Data section Block Start

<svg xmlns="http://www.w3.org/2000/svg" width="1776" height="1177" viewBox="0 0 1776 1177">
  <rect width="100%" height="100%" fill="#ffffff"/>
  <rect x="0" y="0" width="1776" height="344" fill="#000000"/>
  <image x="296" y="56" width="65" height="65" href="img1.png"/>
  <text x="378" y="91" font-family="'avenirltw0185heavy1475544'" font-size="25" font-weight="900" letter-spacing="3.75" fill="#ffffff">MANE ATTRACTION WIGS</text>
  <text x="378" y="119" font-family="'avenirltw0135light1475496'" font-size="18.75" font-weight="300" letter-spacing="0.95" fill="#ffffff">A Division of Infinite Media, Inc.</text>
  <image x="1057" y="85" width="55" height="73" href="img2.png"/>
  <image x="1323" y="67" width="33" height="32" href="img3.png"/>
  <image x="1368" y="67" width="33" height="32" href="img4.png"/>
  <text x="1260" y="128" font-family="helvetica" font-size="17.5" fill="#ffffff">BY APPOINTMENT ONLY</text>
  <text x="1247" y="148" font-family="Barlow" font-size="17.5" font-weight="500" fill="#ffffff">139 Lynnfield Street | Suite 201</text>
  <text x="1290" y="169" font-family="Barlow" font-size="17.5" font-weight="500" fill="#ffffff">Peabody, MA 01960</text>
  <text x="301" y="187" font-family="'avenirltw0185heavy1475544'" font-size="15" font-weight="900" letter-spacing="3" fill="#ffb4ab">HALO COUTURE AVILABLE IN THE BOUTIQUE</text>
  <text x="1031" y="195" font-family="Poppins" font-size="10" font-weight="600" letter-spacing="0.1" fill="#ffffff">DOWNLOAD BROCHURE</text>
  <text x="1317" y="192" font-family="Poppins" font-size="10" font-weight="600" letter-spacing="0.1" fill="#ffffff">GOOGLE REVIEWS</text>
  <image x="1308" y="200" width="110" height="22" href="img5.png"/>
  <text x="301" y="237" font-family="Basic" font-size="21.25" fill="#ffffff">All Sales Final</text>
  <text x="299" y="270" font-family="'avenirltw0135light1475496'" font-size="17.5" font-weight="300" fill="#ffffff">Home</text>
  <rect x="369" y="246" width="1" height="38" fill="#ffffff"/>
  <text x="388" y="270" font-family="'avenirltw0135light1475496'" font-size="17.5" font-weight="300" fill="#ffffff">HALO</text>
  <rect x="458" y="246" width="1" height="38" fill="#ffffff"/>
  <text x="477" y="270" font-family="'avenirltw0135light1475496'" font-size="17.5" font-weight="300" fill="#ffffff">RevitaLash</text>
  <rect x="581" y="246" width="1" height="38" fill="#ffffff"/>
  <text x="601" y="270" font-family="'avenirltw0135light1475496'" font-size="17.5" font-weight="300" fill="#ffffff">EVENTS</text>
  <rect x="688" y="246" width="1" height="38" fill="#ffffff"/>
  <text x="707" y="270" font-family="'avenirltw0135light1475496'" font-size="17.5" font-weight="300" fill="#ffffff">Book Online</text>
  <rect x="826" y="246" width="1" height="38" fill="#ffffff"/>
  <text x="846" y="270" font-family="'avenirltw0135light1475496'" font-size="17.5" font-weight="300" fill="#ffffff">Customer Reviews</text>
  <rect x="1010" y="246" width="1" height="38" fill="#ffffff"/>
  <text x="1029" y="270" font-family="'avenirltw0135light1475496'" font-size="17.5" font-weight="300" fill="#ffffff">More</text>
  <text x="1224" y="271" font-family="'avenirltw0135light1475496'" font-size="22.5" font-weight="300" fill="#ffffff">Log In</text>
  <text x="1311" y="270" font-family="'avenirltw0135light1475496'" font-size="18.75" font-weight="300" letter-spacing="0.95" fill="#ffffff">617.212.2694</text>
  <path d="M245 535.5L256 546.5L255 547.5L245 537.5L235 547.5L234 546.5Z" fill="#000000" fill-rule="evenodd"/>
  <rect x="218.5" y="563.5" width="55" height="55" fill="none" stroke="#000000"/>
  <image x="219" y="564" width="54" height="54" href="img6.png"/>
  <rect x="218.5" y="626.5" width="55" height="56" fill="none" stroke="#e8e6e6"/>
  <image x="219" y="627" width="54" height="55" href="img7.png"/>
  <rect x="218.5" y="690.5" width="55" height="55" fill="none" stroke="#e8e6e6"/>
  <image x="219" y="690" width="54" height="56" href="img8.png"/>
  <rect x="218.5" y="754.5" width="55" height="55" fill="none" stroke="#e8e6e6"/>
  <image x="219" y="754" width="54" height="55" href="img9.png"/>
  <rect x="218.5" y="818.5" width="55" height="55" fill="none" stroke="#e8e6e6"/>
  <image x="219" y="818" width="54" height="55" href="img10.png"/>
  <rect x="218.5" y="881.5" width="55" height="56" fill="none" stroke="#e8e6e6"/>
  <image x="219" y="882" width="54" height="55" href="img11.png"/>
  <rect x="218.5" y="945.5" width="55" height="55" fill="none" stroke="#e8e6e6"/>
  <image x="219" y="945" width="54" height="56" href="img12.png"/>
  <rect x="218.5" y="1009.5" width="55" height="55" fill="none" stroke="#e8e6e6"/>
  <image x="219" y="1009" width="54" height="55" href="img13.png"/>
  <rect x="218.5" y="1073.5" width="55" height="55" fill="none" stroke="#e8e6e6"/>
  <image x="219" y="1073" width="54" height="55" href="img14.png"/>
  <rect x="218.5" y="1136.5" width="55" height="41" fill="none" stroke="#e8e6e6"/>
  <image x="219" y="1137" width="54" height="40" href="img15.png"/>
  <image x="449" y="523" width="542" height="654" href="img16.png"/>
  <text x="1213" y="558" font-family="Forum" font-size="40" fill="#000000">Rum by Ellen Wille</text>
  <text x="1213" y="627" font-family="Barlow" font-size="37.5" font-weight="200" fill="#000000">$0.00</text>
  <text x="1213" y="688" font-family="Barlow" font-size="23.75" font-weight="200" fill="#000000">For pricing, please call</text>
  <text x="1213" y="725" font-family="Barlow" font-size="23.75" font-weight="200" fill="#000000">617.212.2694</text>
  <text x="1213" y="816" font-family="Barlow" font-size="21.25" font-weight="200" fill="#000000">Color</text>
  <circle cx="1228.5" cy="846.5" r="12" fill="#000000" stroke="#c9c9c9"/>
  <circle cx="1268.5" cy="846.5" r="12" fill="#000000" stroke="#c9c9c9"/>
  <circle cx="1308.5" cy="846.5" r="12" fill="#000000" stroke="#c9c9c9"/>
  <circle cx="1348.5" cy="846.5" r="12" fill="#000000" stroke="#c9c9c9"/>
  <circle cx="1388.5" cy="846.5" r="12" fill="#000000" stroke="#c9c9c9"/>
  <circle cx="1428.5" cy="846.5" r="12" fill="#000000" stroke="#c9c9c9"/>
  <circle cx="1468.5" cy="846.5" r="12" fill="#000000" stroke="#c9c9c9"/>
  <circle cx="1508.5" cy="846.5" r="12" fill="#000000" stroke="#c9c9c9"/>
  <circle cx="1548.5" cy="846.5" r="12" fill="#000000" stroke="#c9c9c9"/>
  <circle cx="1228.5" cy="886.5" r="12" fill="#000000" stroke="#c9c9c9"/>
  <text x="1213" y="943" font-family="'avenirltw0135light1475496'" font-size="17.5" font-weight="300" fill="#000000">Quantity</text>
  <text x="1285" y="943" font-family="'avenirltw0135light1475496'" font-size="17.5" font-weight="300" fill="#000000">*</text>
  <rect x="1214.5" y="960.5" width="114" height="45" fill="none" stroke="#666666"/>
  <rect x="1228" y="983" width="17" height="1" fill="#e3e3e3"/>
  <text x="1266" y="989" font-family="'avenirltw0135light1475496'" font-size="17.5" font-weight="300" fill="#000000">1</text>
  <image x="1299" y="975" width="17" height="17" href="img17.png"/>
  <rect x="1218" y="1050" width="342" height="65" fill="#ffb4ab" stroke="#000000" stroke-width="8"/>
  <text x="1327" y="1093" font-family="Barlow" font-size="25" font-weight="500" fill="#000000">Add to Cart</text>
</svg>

Data section Block End

What the exercise asks: Look for the word "Poppins" in every line of the listing and copy the lines that have it.

Response for this exercise:
  <text x="1031" y="195" font-family="Poppins" font-size="10" font-weight="600" letter-spacing="0.1" fill="#ffffff">DOWNLOAD BROCHURE</text>
  <text x="1317" y="192" font-family="Poppins" font-size="10" font-weight="600" letter-spacing="0.1" fill="#ffffff">GOOGLE REVIEWS</text>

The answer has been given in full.